Designing for CAS and Site Resilience...

One of the challenges that Exchange 2007 and the CAS role introduces is how to design for site resilience.  Companies are going to want a solution that makes the most efficient use of the WAN, provides as seamless as possible a return to normal\full operation in the event of the loss of a single data centre, both for the administrators responsible for the support of the infrastructure, and for the user community who are attempting to access their mailboxes.  There are going to be a lot of different approaches to this and it may be that a lot of the decisions are made for you due to the underlying network for example, but as far as I can see it there are 3 obvious options...

The first is the 3 site topology which I've tried to illustrate below...

DESIGN 1

CAS

The main advantage of this is the unified namespace that is advertised by a layer of CAS servers sitting in both data centres.  This means that in the event of a site failure, and providing there are sufficient CAS in each location to handle the increase in traffic, there will always be a CAS in Site A available to proxy traffic to and from CAS servers in the remaining site.

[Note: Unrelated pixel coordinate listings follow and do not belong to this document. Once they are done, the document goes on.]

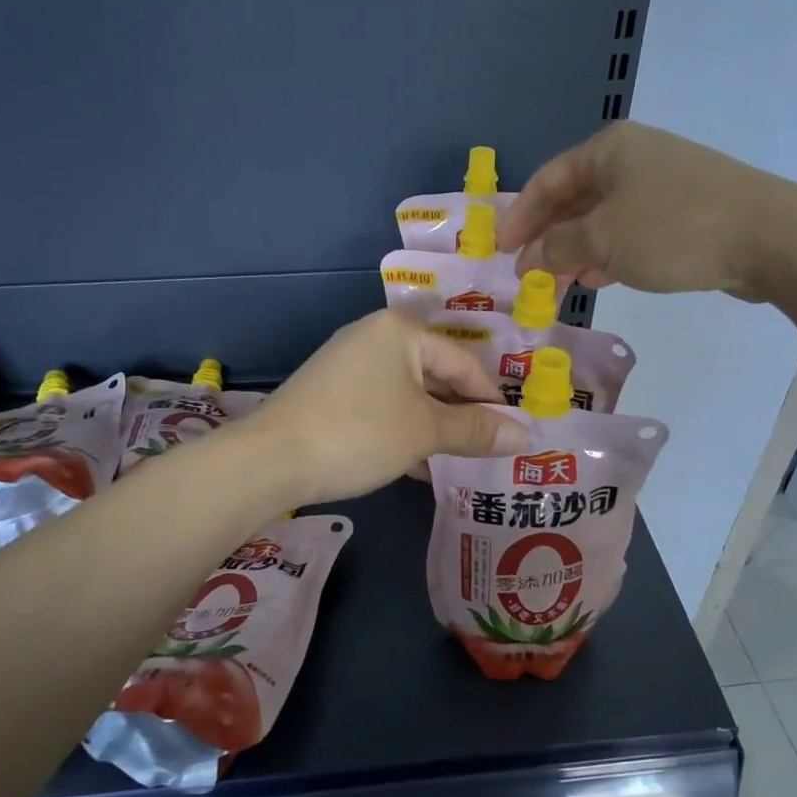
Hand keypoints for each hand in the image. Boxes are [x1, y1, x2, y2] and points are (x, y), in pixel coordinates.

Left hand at [249, 311, 529, 505]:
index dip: (491, 400)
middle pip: (435, 375)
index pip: (464, 362)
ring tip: (461, 461)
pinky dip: (404, 431)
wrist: (270, 460)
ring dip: (434, 428)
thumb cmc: (359, 433)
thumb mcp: (425, 431)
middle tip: (490, 449)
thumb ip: (475, 430)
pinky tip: (419, 465)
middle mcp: (374, 337)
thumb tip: (526, 435)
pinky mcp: (331, 394)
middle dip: (462, 415)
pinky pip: (382, 407)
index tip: (512, 434)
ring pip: (409, 395)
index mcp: (400, 331)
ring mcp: (348, 366)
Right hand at [497, 120, 796, 302]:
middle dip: (548, 238)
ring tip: (559, 284)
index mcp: (608, 150)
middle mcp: (633, 158)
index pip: (547, 180)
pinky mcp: (686, 211)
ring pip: (603, 218)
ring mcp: (663, 183)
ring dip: (577, 250)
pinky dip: (609, 253)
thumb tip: (532, 257)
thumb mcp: (603, 239)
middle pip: (574, 199)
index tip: (501, 251)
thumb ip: (559, 247)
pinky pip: (631, 230)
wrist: (770, 237)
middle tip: (528, 274)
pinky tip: (599, 278)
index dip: (520, 216)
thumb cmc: (673, 229)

The advertised external url will not change for any clients even after the loss of a site.   This design has other advantages in that internal message transport is logically controlled via your AD site topology.  (Of course a message from outside may cross the WAN twice to reach its destination.  --> 1st mail relay [data centre B] --> HT [data centre A] --> HT [data centre B])

Their are of course a number of obvious disadvantages, not least the fact that you will probably need to deploy more CAS role servers.  Another disadvantage is the fact that all CAS access from the outside is CAS <=> CAS proxy  ..and the fact that this proxying could occur across your WAN link. I cannot find a great deal of information about the impact of this design on performance. For example would it take longer in this scenario to download an attachment?  It is an extra step so logic says it will.  There are some internal discussions going on at the moment about this issue and I would expect to see some more information about the sort of hit you can expect to be published soon.

DESIGN 2

CAS2

With this second design I could advertise two url's to my user community.  If the users are pretty savvy they will remember their url, connect directly to the correct data centre and CAS role server and access their mailbox successfully.  If they enter the second url for site A when their mailbox is in Site B they will be redirected to the 'best CAS' i.e. a CAS in the same site to their mailbox.  If this CAS has an external url they will be directed back out to the Internet and to this new url.  ..a bit clunky because this necessitates logging on twice. ..the first time to determine that they are in another site.  But again if the user community are pretty savvy they will remember this new url and use it from then on.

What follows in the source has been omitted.